===== Dataset content

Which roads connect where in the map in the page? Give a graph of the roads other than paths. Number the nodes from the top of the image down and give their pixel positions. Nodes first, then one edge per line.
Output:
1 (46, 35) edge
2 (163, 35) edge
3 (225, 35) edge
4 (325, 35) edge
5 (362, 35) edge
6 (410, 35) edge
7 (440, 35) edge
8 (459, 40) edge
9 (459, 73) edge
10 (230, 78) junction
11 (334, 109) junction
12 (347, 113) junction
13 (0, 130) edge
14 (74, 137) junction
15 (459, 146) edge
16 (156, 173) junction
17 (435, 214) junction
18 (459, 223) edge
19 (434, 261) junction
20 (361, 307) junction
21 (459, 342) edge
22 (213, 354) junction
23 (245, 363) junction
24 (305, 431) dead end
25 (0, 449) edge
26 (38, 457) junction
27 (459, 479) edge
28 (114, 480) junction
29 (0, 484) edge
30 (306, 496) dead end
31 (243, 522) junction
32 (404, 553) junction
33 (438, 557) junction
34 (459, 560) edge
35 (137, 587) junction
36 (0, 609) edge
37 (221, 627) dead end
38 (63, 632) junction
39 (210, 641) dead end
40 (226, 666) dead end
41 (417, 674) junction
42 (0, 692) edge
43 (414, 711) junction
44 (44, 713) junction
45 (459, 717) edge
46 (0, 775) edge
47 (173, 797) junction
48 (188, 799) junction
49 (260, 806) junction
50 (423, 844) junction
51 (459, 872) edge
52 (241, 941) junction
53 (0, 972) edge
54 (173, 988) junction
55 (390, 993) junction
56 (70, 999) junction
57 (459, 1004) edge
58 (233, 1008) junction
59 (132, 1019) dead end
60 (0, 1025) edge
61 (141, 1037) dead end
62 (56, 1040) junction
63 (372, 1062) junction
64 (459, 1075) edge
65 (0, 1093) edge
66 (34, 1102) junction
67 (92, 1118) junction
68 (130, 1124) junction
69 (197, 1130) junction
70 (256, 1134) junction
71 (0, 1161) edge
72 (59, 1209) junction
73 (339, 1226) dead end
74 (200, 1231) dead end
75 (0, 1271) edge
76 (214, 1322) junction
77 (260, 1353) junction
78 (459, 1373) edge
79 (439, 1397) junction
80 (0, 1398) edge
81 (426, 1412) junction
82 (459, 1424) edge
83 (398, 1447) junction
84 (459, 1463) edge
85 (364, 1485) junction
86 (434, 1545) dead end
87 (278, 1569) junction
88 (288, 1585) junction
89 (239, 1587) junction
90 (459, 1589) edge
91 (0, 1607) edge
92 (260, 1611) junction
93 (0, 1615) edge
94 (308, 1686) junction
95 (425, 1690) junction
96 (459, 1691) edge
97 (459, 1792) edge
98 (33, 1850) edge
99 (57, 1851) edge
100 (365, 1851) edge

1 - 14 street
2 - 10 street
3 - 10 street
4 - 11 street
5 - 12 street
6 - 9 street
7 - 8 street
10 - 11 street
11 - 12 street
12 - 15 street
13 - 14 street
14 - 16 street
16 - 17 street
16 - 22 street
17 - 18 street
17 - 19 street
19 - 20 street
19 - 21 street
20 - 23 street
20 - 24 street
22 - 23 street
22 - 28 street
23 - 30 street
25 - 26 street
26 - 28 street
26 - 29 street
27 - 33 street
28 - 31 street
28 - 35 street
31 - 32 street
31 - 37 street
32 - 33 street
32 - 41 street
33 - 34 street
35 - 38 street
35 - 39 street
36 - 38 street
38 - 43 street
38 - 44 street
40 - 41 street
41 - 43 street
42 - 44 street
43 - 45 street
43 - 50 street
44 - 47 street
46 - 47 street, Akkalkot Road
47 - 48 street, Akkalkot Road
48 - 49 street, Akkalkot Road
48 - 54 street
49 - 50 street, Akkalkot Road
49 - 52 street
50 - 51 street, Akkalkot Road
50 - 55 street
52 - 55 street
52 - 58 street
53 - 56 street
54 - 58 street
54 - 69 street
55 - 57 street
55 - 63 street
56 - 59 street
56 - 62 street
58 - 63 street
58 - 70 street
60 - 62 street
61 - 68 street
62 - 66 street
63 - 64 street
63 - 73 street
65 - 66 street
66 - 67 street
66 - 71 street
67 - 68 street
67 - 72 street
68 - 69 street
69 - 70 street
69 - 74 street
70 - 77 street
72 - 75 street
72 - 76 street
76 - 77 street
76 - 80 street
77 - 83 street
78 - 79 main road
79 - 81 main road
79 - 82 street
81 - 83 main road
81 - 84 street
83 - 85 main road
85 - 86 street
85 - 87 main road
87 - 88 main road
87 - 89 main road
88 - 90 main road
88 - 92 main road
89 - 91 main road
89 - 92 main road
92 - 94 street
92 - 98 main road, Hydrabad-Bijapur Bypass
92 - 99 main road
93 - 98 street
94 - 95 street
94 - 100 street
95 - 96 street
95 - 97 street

==========

Work to complete: Pull every line with "dead" from the records.

Solution to this exercise:
24 (305, 431) dead end
30 (306, 496) dead end
37 (221, 627) dead end
39 (210, 641) dead end
40 (226, 666) dead end
59 (132, 1019) dead end
61 (141, 1037) dead end
73 (339, 1226) dead end
74 (200, 1231) dead end
86 (434, 1545) dead end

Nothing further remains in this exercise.